[Opening INFORMATION SHOWN section]
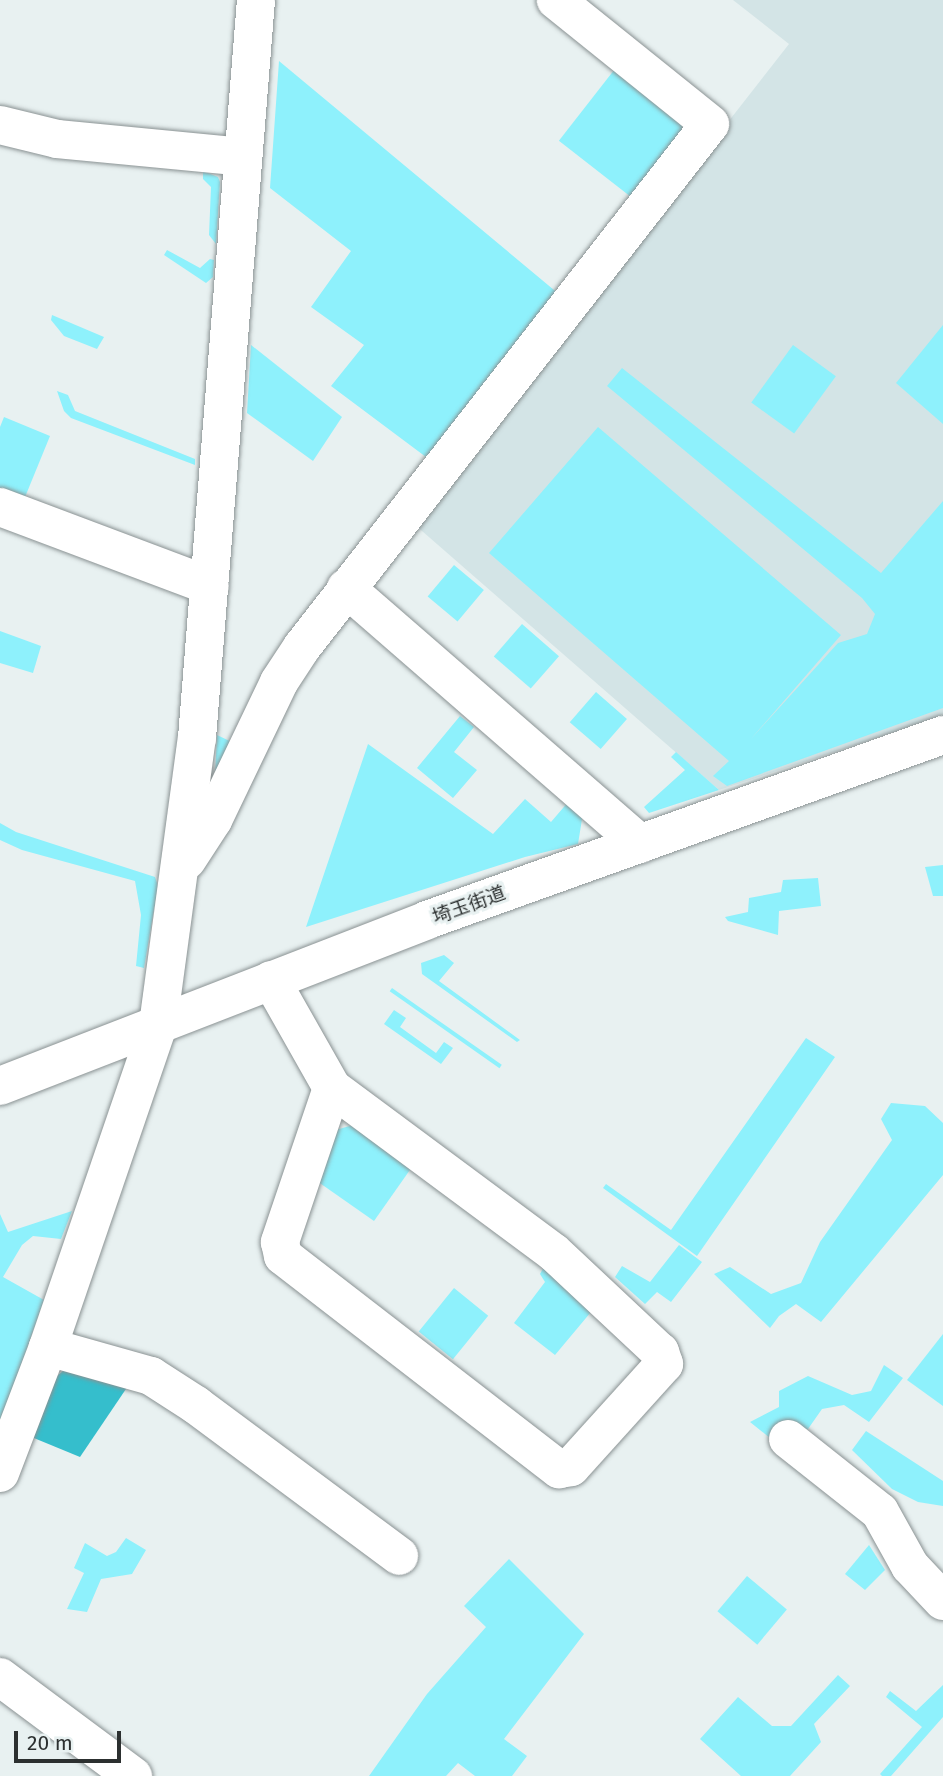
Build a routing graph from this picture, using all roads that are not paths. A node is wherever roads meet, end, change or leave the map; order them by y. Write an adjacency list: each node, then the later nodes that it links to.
1 (256, 0): 4 (street)
2 (556, 0): 7 (street)
3 (0, 125): 4 (street)
4 (243, 156): 6 (street)
5 (0, 508): 6 (street)
6 (210, 586): 10 (street)
7 (346, 588): 9 (street); 10 (street)
8 (943, 735): 9 (street, 埼玉街道)
9 (640, 844): 11 (street, 埼玉街道)
10 (180, 870): 12 (street)
11 (271, 980): 12 (street, 埼玉街道); 14 (street)
12 (158, 1025): 13 (street, 埼玉街道); 15 (street)
13 (0, 1086)
14 (332, 1088): 14 (street)
15 (48, 1347): 17 (street); 18 (street)
16 (788, 1439): 19 (street)
17 (0, 1474)
18 (399, 1556)
19 (943, 1601)
20 (0, 1676): 21 (street)
21 (133, 1776)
[Closing INFORMATION SHOWN section]
### WHAT THIS TASK INVOLVES:
Output the entries exactly as they appear, with no pictures included.

### RESPONSE FOR THIS EXERCISE:
Build a routing graph from this picture, using all roads that are not paths. A node is wherever roads meet, end, change or leave the map; order them by y. Write an adjacency list: each node, then the later nodes that it links to.
1 (256, 0): 4 (street)
2 (556, 0): 7 (street)
3 (0, 125): 4 (street)
4 (243, 156): 6 (street)
5 (0, 508): 6 (street)
6 (210, 586): 10 (street)
7 (346, 588): 9 (street); 10 (street)
8 (943, 735): 9 (street, 埼玉街道)
9 (640, 844): 11 (street, 埼玉街道)
10 (180, 870): 12 (street)
11 (271, 980): 12 (street, 埼玉街道); 14 (street)
12 (158, 1025): 13 (street, 埼玉街道); 15 (street)
13 (0, 1086)
14 (332, 1088): 14 (street)
15 (48, 1347): 17 (street); 18 (street)
16 (788, 1439): 19 (street)
17 (0, 1474)
18 (399, 1556)
19 (943, 1601)
20 (0, 1676): 21 (street)
21 (133, 1776)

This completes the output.